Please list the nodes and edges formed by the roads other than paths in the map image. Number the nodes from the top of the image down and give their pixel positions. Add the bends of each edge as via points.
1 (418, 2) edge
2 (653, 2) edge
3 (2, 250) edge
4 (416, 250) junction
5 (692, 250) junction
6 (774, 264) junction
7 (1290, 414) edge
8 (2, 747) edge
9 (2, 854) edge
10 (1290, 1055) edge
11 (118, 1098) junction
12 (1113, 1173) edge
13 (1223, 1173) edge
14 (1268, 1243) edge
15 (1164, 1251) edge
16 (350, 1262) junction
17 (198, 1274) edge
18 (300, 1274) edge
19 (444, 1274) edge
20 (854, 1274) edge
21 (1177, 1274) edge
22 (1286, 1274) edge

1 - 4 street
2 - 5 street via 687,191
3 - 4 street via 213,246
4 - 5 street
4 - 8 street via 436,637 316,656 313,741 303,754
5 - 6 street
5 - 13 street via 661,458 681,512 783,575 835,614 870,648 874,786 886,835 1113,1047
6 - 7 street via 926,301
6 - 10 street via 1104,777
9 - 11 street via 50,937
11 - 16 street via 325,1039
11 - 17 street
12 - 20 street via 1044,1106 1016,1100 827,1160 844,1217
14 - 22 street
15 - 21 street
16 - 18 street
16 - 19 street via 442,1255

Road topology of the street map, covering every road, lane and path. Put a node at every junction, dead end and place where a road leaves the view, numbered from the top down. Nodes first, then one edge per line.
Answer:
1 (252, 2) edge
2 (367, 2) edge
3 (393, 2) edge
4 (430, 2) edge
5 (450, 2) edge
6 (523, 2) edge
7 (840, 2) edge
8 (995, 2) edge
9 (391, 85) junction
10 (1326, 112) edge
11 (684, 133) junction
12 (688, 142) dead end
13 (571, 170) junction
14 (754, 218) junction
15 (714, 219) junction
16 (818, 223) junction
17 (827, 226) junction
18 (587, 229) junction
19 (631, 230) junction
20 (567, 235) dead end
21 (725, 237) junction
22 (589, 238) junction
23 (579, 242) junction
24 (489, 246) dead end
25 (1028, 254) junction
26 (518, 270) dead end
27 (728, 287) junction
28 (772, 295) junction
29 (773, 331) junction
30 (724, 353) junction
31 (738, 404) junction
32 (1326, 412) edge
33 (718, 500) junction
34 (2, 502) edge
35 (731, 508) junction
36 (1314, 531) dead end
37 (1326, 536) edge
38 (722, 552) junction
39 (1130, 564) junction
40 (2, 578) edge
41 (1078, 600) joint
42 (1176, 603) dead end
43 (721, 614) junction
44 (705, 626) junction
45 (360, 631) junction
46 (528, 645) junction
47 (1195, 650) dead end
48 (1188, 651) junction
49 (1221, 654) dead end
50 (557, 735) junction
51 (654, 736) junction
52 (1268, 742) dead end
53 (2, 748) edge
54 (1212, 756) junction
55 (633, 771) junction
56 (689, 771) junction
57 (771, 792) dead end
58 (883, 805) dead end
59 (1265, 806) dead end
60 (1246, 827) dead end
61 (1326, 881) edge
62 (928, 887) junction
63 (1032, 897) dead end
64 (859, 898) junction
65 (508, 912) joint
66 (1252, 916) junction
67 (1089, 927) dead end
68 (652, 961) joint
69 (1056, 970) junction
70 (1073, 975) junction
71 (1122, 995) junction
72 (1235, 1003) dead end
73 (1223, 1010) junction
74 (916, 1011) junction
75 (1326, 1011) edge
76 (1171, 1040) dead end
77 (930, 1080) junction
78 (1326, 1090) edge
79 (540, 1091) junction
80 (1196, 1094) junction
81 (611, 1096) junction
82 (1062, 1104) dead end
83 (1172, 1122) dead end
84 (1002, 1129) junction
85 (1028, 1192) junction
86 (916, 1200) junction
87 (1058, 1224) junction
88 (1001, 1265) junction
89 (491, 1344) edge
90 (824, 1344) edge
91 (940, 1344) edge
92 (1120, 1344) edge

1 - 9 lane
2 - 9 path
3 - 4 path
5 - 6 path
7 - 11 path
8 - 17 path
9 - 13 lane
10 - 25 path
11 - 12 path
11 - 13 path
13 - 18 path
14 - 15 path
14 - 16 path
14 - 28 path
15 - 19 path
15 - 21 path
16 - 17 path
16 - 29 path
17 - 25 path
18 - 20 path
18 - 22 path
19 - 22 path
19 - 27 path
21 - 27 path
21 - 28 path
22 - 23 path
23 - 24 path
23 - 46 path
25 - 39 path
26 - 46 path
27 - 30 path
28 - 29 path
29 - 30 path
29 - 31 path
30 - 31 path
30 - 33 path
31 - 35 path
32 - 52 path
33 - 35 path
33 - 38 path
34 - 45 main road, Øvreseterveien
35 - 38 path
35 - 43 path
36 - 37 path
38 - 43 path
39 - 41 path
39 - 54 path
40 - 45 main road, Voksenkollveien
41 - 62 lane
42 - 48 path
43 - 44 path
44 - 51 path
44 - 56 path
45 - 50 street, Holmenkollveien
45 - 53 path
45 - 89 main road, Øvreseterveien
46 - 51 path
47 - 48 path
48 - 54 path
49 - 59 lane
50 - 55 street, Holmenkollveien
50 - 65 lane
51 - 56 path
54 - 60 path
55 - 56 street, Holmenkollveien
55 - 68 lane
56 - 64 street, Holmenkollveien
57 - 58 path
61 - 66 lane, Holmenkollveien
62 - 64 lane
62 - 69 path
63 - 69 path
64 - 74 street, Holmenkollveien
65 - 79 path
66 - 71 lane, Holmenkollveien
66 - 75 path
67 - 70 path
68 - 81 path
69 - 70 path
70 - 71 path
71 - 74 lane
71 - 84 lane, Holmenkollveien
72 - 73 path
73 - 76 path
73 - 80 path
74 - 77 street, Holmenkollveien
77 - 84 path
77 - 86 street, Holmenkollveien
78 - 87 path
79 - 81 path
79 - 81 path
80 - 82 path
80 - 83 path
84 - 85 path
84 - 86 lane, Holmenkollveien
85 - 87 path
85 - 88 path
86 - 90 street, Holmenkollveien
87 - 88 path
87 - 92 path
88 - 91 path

---*---

== Exercise ==
Please reproduce all of the records exactly as they stand.

== Solution for this exercise ==
Please list the nodes and edges formed by the roads other than paths in the map image. Number the nodes from the top of the image down and give their pixel positions. Add the bends of each edge as via points.
1 (418, 2) edge
2 (653, 2) edge
3 (2, 250) edge
4 (416, 250) junction
5 (692, 250) junction
6 (774, 264) junction
7 (1290, 414) edge
8 (2, 747) edge
9 (2, 854) edge
10 (1290, 1055) edge
11 (118, 1098) junction
12 (1113, 1173) edge
13 (1223, 1173) edge
14 (1268, 1243) edge
15 (1164, 1251) edge
16 (350, 1262) junction
17 (198, 1274) edge
18 (300, 1274) edge
19 (444, 1274) edge
20 (854, 1274) edge
21 (1177, 1274) edge
22 (1286, 1274) edge

1 - 4 street
2 - 5 street via 687,191
3 - 4 street via 213,246
4 - 5 street
4 - 8 street via 436,637 316,656 313,741 303,754
5 - 6 street
5 - 13 street via 661,458 681,512 783,575 835,614 870,648 874,786 886,835 1113,1047
6 - 7 street via 926,301
6 - 10 street via 1104,777
9 - 11 street via 50,937
11 - 16 street via 325,1039
11 - 17 street
12 - 20 street via 1044,1106 1016,1100 827,1160 844,1217
14 - 22 street
15 - 21 street
16 - 18 street
16 - 19 street via 442,1255

Road topology of the street map, covering every road, lane and path. Put a node at every junction, dead end and place where a road leaves the view, numbered from the top down. Nodes first, then one edge per line.
Answer:
1 (252, 2) edge
2 (367, 2) edge
3 (393, 2) edge
4 (430, 2) edge
5 (450, 2) edge
6 (523, 2) edge
7 (840, 2) edge
8 (995, 2) edge
9 (391, 85) junction
10 (1326, 112) edge
11 (684, 133) junction
12 (688, 142) dead end
13 (571, 170) junction
14 (754, 218) junction
15 (714, 219) junction
16 (818, 223) junction
17 (827, 226) junction
18 (587, 229) junction
19 (631, 230) junction
20 (567, 235) dead end
21 (725, 237) junction
22 (589, 238) junction
23 (579, 242) junction
24 (489, 246) dead end
25 (1028, 254) junction
26 (518, 270) dead end
27 (728, 287) junction
28 (772, 295) junction
29 (773, 331) junction
30 (724, 353) junction
31 (738, 404) junction
32 (1326, 412) edge
33 (718, 500) junction
34 (2, 502) edge
35 (731, 508) junction
36 (1314, 531) dead end
37 (1326, 536) edge
38 (722, 552) junction
39 (1130, 564) junction
40 (2, 578) edge
41 (1078, 600) joint
42 (1176, 603) dead end
43 (721, 614) junction
44 (705, 626) junction
45 (360, 631) junction
46 (528, 645) junction
47 (1195, 650) dead end
48 (1188, 651) junction
49 (1221, 654) dead end
50 (557, 735) junction
51 (654, 736) junction
52 (1268, 742) dead end
53 (2, 748) edge
54 (1212, 756) junction
55 (633, 771) junction
56 (689, 771) junction
57 (771, 792) dead end
58 (883, 805) dead end
59 (1265, 806) dead end
60 (1246, 827) dead end
61 (1326, 881) edge
62 (928, 887) junction
63 (1032, 897) dead end
64 (859, 898) junction
65 (508, 912) joint
66 (1252, 916) junction
67 (1089, 927) dead end
68 (652, 961) joint
69 (1056, 970) junction
70 (1073, 975) junction
71 (1122, 995) junction
72 (1235, 1003) dead end
73 (1223, 1010) junction
74 (916, 1011) junction
75 (1326, 1011) edge
76 (1171, 1040) dead end
77 (930, 1080) junction
78 (1326, 1090) edge
79 (540, 1091) junction
80 (1196, 1094) junction
81 (611, 1096) junction
82 (1062, 1104) dead end
83 (1172, 1122) dead end
84 (1002, 1129) junction
85 (1028, 1192) junction
86 (916, 1200) junction
87 (1058, 1224) junction
88 (1001, 1265) junction
89 (491, 1344) edge
90 (824, 1344) edge
91 (940, 1344) edge
92 (1120, 1344) edge

1 - 9 lane
2 - 9 path
3 - 4 path
5 - 6 path
7 - 11 path
8 - 17 path
9 - 13 lane
10 - 25 path
11 - 12 path
11 - 13 path
13 - 18 path
14 - 15 path
14 - 16 path
14 - 28 path
15 - 19 path
15 - 21 path
16 - 17 path
16 - 29 path
17 - 25 path
18 - 20 path
18 - 22 path
19 - 22 path
19 - 27 path
21 - 27 path
21 - 28 path
22 - 23 path
23 - 24 path
23 - 46 path
25 - 39 path
26 - 46 path
27 - 30 path
28 - 29 path
29 - 30 path
29 - 31 path
30 - 31 path
30 - 33 path
31 - 35 path
32 - 52 path
33 - 35 path
33 - 38 path
34 - 45 main road, Øvreseterveien
35 - 38 path
35 - 43 path
36 - 37 path
38 - 43 path
39 - 41 path
39 - 54 path
40 - 45 main road, Voksenkollveien
41 - 62 lane
42 - 48 path
43 - 44 path
44 - 51 path
44 - 56 path
45 - 50 street, Holmenkollveien
45 - 53 path
45 - 89 main road, Øvreseterveien
46 - 51 path
47 - 48 path
48 - 54 path
49 - 59 lane
50 - 55 street, Holmenkollveien
50 - 65 lane
51 - 56 path
54 - 60 path
55 - 56 street, Holmenkollveien
55 - 68 lane
56 - 64 street, Holmenkollveien
57 - 58 path
61 - 66 lane, Holmenkollveien
62 - 64 lane
62 - 69 path
63 - 69 path
64 - 74 street, Holmenkollveien
65 - 79 path
66 - 71 lane, Holmenkollveien
66 - 75 path
67 - 70 path
68 - 81 path
69 - 70 path
70 - 71 path
71 - 74 lane
71 - 84 lane, Holmenkollveien
72 - 73 path
73 - 76 path
73 - 80 path
74 - 77 street, Holmenkollveien
77 - 84 path
77 - 86 street, Holmenkollveien
78 - 87 path
79 - 81 path
79 - 81 path
80 - 82 path
80 - 83 path
84 - 85 path
84 - 86 lane, Holmenkollveien
85 - 87 path
85 - 88 path
86 - 90 street, Holmenkollveien
87 - 88 path
87 - 92 path
88 - 91 path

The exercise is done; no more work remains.